_PROBLEM DETAILS_
Look through the records, and wherever the string "graph" turns up, copy out that line.

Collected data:

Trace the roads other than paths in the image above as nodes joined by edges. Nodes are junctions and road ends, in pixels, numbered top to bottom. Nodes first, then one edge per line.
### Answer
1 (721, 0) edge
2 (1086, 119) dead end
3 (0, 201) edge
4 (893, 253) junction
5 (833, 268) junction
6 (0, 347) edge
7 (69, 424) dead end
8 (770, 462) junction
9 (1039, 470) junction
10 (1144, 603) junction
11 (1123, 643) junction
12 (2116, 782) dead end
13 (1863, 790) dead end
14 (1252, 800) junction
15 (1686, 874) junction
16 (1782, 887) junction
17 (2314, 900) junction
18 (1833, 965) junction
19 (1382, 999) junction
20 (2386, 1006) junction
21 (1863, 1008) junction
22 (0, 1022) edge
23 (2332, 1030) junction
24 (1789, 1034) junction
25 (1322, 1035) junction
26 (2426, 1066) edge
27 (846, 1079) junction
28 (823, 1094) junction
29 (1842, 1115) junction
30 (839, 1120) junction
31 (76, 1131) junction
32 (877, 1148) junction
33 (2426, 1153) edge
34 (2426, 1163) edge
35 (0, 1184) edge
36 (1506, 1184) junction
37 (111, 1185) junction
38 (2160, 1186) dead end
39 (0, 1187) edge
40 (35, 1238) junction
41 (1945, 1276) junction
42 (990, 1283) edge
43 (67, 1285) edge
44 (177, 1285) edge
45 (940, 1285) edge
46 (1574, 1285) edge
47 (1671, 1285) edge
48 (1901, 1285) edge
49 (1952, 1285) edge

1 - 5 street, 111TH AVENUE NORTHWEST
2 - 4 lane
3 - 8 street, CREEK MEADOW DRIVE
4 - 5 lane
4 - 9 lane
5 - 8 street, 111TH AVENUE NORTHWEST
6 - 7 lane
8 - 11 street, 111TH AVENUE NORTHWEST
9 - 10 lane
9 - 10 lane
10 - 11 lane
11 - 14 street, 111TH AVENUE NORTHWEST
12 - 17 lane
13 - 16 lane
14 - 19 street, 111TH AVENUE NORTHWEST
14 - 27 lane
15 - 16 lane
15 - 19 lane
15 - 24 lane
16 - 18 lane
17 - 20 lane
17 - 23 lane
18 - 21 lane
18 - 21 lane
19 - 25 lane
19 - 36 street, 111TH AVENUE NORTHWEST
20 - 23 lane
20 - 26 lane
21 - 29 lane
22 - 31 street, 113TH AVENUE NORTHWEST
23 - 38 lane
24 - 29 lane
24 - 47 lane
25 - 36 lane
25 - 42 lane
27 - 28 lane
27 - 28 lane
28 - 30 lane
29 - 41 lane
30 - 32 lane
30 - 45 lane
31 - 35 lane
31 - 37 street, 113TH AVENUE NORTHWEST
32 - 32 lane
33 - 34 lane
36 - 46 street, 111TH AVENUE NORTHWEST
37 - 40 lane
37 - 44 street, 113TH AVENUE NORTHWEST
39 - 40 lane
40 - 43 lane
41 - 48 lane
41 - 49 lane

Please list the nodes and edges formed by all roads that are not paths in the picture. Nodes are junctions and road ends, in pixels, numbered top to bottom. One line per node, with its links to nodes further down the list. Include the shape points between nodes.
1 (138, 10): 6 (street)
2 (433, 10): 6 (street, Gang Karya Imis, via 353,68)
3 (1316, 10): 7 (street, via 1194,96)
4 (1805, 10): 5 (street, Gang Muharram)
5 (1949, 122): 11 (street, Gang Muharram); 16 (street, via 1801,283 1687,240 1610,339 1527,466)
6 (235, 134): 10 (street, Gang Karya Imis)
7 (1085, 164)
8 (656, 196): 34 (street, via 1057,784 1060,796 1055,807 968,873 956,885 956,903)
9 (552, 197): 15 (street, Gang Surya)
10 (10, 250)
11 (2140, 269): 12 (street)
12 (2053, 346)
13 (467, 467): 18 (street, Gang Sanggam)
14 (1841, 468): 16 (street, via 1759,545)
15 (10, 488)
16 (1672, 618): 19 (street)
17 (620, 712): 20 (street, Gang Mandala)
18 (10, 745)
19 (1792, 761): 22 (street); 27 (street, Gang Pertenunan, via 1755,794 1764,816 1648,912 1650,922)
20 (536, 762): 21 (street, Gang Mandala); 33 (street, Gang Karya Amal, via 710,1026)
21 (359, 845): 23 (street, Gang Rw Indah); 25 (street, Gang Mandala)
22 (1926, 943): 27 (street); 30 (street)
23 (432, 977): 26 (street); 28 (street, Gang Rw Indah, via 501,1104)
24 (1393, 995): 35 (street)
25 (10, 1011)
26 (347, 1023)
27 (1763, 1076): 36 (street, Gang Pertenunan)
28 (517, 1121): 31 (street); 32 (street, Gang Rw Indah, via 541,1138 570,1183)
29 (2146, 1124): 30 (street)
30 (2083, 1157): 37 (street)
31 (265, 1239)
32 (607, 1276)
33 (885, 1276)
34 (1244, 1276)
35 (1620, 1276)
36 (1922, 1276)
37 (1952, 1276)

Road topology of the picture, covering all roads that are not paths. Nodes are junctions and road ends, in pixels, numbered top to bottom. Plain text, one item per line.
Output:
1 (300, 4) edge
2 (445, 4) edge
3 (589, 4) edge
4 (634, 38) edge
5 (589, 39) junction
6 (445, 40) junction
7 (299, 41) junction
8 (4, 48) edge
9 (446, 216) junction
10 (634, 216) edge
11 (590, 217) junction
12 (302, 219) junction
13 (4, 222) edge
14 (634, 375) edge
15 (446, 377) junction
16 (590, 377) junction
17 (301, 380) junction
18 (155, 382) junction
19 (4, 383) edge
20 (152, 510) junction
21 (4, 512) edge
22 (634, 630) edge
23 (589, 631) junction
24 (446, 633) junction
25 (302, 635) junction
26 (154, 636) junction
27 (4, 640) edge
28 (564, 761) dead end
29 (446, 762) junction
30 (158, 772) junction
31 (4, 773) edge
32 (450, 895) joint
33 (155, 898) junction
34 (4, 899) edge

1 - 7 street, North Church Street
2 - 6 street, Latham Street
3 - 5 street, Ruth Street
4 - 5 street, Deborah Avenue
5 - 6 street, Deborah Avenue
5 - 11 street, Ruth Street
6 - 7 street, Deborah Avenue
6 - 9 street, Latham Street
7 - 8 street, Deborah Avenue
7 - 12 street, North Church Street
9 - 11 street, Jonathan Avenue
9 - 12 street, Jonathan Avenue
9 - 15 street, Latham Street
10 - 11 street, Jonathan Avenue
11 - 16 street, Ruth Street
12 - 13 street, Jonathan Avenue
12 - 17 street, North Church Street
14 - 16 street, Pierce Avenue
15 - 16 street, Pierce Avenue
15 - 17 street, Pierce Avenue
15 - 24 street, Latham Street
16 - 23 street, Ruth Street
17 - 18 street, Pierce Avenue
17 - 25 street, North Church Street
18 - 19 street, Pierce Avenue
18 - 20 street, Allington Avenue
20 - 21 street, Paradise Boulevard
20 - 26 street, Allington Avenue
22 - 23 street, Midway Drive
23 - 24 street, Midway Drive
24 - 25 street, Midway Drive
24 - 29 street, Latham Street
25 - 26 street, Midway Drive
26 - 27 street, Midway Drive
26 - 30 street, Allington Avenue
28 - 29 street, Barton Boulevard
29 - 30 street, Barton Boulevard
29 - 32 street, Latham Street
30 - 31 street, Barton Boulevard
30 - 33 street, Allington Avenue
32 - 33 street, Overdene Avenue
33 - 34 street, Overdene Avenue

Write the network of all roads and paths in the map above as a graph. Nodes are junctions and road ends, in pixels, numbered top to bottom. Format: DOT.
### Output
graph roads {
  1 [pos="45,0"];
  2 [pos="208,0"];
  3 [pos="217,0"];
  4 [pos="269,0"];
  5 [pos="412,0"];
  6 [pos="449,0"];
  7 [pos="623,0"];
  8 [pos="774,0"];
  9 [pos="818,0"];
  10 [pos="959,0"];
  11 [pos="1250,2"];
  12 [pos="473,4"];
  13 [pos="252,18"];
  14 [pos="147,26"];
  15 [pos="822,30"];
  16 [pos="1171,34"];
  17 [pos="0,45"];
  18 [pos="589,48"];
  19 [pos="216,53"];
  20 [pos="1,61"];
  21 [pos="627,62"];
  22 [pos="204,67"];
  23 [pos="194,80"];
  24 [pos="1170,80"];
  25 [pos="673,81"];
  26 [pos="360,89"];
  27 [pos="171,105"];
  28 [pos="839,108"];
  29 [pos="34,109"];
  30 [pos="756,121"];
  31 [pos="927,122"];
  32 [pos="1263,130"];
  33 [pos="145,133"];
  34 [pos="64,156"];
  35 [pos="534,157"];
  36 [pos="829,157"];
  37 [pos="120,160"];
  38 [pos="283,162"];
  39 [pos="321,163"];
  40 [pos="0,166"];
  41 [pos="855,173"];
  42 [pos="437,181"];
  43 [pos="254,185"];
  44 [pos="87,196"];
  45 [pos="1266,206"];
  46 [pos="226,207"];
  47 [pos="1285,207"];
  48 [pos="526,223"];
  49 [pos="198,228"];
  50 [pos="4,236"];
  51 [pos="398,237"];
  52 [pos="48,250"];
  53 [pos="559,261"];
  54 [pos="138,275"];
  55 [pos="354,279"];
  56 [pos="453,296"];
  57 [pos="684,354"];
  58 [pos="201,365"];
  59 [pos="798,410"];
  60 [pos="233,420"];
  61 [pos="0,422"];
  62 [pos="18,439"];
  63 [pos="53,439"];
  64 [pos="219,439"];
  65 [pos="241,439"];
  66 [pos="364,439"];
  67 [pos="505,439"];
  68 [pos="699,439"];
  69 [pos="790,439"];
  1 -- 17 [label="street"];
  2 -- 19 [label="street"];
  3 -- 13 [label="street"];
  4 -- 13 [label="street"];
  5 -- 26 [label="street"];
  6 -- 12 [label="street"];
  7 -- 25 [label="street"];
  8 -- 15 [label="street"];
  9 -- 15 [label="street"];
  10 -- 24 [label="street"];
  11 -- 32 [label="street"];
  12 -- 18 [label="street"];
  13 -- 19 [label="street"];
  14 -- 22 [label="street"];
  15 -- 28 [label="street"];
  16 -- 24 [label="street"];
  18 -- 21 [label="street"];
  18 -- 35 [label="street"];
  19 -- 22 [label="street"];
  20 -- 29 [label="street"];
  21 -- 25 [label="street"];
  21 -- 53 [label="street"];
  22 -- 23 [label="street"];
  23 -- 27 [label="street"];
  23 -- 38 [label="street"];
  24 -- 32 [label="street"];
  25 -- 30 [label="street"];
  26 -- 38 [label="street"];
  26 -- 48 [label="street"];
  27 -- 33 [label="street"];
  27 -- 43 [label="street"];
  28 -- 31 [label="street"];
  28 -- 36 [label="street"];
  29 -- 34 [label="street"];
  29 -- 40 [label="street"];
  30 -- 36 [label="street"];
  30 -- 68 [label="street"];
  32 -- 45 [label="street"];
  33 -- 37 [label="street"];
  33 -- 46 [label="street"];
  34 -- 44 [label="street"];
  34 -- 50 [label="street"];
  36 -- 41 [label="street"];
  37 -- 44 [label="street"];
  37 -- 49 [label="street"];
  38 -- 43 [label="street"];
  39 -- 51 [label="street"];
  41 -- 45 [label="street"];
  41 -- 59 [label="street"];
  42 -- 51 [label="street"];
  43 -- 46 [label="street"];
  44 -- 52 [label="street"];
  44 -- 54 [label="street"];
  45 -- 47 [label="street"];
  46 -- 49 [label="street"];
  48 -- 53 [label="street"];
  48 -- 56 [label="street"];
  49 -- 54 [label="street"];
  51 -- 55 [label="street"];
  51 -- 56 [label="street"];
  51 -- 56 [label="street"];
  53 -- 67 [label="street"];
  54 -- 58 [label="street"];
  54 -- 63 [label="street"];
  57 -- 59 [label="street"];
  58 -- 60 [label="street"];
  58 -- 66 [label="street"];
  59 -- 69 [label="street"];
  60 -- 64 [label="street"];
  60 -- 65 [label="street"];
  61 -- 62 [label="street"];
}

_COMPLETED TASK_
Write the network of all roads and paths in the map above as a graph. Nodes are junctions and road ends, in pixels, numbered top to bottom. Format: DOT.
graph roads {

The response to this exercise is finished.